*** PROVIDED DATA Section Begins ***

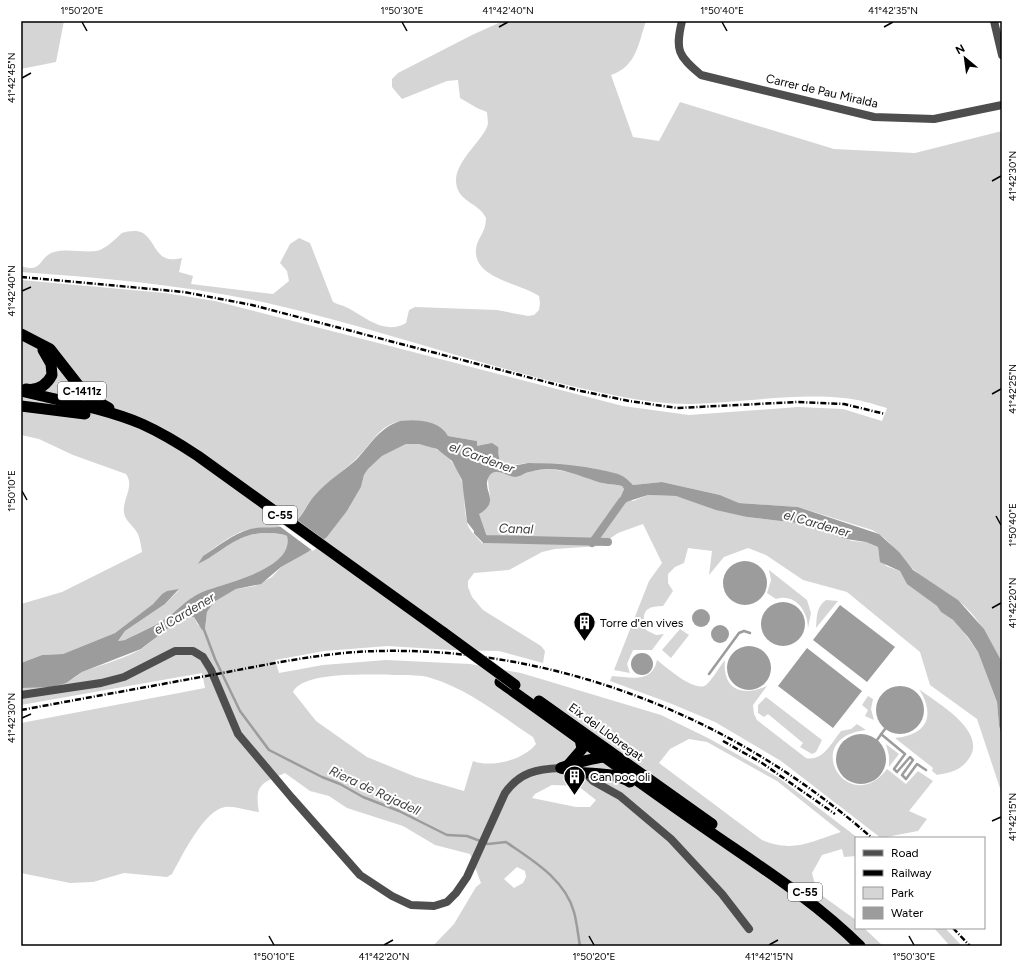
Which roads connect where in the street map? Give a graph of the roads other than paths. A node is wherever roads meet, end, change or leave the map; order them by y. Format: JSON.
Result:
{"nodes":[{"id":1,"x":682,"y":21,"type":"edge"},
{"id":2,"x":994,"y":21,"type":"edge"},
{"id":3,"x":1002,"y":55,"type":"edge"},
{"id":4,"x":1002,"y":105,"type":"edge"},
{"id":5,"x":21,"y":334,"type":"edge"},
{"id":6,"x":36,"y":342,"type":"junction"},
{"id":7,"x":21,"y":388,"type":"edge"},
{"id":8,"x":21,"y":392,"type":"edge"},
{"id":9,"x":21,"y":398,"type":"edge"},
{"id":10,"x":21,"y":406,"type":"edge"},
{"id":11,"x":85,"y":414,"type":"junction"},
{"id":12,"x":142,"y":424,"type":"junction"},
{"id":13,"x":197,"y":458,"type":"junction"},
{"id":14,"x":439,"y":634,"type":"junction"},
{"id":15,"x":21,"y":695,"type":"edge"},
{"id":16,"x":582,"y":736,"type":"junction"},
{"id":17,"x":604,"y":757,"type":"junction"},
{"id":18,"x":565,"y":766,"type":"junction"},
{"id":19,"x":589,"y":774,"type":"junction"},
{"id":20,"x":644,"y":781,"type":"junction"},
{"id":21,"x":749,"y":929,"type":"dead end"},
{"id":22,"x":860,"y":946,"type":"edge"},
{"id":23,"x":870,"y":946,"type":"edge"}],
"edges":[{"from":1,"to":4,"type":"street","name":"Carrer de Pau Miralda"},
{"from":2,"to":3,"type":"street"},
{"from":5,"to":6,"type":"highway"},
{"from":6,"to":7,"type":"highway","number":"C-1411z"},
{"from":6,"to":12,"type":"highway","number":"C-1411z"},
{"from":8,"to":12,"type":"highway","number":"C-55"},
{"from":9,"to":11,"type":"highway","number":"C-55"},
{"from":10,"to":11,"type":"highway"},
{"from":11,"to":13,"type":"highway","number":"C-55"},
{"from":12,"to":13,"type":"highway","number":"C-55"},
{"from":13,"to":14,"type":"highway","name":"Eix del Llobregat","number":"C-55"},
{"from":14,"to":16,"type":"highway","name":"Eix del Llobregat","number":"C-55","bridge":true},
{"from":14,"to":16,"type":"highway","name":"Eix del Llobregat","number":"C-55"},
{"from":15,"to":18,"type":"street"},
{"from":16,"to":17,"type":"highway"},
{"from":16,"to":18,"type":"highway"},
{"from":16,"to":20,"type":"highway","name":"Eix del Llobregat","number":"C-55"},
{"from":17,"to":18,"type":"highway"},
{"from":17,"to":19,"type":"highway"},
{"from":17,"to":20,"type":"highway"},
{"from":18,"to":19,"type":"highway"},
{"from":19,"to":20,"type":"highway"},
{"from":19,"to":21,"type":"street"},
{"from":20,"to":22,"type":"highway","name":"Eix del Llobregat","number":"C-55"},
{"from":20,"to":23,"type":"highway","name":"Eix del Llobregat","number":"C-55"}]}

*** PROVIDED DATA Section Ends ***
*** PROVIDED DATA Section Begins ***

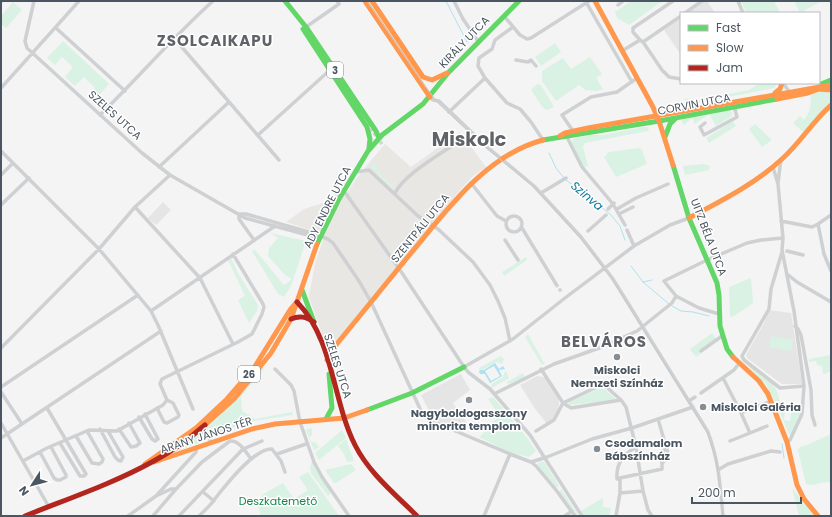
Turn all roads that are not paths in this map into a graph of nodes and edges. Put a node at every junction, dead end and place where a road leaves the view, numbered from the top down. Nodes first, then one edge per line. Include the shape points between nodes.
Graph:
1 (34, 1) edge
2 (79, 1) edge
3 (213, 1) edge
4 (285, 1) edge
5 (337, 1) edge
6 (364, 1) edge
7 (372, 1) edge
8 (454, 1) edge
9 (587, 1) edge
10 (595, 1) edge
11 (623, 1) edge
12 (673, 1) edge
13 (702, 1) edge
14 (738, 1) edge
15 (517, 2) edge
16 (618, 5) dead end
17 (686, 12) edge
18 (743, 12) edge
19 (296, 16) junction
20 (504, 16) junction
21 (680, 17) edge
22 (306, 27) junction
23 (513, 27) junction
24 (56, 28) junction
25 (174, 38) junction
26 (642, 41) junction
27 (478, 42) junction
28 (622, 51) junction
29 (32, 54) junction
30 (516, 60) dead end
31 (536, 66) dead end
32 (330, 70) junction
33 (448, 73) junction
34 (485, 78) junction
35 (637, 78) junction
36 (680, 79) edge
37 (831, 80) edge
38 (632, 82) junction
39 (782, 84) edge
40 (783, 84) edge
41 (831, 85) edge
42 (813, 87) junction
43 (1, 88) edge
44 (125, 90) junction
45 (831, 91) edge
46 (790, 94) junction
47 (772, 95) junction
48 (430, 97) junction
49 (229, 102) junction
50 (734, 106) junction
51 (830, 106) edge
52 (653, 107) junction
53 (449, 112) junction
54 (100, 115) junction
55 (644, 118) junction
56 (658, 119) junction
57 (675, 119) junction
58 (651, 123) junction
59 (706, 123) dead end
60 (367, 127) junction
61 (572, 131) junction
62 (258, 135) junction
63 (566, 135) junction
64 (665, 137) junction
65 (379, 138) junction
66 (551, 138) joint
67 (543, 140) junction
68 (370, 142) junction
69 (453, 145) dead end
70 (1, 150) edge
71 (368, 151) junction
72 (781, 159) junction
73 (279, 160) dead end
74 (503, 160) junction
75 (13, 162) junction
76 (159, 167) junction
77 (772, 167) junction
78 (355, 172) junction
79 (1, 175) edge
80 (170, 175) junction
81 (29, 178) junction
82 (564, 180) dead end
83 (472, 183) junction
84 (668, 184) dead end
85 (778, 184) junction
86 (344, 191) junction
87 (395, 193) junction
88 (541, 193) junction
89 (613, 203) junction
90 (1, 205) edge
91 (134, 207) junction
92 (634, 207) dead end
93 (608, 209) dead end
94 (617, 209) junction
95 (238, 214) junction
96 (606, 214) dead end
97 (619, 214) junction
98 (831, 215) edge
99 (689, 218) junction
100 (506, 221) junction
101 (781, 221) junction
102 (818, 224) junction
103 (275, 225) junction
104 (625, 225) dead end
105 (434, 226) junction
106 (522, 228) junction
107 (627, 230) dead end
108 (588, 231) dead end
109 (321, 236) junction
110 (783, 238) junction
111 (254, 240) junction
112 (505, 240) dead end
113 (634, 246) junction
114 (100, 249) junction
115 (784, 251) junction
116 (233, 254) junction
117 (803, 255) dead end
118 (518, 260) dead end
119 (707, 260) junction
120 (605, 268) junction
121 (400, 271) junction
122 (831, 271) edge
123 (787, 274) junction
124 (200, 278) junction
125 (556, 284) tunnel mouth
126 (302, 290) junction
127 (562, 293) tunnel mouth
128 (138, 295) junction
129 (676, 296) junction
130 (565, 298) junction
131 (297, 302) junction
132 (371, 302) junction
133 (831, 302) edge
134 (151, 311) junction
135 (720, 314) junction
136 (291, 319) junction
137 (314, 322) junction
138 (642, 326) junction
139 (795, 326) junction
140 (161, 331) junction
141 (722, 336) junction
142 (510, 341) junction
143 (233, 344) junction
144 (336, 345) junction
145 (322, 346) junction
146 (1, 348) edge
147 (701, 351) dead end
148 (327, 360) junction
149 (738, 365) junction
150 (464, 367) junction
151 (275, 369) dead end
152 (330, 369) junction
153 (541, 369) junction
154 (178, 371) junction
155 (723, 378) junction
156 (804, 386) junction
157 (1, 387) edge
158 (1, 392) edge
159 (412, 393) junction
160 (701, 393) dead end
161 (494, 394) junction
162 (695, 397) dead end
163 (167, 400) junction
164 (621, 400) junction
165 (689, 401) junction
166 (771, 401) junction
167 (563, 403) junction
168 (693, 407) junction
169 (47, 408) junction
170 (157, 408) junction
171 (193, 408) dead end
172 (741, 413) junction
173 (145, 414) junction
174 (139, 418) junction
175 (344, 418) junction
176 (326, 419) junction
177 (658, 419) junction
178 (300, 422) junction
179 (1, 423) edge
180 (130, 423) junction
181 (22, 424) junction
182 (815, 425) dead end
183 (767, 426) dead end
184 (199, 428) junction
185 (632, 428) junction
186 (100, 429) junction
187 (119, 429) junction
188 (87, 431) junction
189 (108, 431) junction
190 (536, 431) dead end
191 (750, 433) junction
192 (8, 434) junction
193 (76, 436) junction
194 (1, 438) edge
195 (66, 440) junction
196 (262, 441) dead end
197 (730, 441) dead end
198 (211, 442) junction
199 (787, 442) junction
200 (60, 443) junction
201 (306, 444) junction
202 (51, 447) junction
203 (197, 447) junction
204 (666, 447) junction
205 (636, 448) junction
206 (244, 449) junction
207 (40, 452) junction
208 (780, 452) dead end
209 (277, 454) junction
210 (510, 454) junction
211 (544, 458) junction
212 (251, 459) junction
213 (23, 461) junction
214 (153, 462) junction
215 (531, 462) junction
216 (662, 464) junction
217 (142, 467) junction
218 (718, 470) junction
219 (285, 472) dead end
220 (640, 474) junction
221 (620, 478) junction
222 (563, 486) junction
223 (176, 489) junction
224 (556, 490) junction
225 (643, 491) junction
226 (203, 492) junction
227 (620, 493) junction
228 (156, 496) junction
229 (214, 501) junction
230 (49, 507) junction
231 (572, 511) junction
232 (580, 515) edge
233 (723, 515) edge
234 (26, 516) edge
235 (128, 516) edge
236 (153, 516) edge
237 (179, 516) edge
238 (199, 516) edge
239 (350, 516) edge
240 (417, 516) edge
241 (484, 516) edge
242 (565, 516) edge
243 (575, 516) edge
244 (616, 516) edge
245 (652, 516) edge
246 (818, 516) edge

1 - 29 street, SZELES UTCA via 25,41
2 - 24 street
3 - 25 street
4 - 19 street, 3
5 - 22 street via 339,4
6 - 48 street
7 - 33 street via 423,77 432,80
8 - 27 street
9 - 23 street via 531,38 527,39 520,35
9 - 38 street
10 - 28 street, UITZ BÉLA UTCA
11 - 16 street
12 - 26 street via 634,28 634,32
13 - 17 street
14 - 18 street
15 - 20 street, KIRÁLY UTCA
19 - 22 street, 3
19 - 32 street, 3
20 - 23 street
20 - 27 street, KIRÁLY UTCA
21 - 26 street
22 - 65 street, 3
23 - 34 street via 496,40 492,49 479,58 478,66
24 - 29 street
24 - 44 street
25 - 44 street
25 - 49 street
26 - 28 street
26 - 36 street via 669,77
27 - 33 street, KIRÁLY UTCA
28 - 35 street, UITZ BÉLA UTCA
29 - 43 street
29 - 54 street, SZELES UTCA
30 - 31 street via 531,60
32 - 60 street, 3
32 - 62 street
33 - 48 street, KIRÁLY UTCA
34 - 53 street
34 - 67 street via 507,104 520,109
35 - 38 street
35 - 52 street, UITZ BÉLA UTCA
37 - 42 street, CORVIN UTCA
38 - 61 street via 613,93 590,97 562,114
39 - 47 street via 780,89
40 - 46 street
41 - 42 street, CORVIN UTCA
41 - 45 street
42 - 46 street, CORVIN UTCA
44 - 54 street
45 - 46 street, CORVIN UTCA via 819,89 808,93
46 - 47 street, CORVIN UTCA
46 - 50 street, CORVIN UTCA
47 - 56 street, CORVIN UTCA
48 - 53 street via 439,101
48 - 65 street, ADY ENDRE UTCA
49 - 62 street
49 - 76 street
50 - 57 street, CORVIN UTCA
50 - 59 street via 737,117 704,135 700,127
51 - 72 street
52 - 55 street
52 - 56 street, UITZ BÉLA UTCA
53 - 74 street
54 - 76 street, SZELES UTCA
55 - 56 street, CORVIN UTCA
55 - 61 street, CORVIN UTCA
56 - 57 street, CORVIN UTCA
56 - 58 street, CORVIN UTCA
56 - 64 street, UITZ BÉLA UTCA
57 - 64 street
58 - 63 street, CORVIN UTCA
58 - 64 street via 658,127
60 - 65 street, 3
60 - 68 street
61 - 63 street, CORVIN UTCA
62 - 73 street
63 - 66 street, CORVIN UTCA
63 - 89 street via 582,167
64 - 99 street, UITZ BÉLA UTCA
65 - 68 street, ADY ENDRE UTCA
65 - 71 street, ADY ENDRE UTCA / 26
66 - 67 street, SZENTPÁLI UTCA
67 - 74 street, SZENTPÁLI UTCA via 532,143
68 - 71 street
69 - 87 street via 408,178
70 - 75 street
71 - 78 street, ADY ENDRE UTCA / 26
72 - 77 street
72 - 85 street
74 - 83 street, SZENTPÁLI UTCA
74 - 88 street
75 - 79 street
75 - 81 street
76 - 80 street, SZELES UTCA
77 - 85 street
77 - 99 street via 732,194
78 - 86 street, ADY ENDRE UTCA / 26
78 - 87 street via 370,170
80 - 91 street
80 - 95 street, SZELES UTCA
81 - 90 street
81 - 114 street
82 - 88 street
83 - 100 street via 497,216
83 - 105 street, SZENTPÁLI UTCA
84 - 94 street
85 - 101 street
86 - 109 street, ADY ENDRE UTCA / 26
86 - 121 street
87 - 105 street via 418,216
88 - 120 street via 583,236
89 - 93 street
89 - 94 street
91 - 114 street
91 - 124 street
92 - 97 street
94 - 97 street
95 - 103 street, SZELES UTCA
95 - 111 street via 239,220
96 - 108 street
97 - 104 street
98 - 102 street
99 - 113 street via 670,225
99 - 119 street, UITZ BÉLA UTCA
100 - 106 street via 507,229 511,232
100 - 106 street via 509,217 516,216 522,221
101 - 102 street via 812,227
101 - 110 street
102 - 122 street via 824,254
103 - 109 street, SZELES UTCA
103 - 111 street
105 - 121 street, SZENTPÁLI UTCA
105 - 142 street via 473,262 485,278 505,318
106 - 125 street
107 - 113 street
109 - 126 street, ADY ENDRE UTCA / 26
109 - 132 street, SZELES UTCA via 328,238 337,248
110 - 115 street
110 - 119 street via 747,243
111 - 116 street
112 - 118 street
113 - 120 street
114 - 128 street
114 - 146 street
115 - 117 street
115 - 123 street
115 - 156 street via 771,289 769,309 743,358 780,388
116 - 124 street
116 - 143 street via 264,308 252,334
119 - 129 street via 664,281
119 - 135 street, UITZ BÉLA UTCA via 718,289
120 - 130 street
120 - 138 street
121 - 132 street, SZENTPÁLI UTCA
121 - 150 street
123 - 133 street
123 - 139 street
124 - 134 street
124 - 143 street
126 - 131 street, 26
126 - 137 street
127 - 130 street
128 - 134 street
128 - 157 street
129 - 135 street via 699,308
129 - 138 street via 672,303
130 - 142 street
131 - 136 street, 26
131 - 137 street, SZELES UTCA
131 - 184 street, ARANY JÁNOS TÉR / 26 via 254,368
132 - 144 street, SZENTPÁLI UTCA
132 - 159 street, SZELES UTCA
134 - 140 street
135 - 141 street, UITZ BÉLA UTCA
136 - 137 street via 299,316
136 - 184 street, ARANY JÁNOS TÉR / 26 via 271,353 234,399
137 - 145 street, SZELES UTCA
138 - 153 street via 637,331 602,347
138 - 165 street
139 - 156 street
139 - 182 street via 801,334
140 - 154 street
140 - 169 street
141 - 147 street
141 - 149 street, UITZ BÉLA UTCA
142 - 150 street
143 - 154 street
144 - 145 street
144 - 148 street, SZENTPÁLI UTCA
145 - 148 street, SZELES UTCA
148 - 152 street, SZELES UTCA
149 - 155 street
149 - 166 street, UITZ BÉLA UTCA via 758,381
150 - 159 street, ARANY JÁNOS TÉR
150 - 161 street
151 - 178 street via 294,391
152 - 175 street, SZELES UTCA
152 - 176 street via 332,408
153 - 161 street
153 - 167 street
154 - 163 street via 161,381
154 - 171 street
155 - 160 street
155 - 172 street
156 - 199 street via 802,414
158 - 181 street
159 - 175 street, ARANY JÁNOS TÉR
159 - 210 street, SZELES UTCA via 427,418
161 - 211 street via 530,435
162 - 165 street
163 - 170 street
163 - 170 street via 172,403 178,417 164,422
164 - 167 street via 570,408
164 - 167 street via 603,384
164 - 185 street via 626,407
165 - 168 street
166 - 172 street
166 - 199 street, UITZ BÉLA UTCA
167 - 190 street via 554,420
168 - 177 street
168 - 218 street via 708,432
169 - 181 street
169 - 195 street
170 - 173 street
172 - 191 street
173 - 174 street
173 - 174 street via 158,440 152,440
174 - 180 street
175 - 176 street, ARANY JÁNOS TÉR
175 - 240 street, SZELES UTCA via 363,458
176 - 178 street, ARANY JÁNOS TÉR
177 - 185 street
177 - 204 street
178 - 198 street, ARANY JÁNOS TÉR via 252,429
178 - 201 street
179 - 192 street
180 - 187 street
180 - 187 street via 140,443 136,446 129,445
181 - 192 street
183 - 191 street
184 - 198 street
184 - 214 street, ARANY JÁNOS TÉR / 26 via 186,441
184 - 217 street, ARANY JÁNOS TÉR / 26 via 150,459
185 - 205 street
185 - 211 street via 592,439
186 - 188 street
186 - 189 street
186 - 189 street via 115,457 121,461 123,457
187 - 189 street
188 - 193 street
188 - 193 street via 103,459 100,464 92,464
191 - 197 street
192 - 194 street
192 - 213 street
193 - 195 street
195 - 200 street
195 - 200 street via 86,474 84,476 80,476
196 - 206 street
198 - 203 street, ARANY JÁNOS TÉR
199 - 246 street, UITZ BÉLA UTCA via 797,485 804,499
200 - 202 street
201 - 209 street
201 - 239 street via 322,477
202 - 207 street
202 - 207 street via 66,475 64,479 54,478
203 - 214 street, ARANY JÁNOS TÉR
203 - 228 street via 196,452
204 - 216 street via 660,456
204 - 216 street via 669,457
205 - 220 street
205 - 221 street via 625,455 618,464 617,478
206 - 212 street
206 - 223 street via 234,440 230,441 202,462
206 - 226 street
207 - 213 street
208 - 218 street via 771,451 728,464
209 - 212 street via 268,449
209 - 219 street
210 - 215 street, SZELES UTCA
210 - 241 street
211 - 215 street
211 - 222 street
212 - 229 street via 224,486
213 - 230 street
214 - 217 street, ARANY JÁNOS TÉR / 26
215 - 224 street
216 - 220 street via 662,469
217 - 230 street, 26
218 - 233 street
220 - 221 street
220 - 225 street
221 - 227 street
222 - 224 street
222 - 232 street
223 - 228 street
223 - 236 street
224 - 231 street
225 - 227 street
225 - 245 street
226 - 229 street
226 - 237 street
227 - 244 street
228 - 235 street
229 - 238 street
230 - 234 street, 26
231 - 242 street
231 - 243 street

*** PROVIDED DATA Section Ends ***

● TASK
Among the entries, how many lines contain the word "SZENTPÁLI"? Give the number alone.

● REPLY
8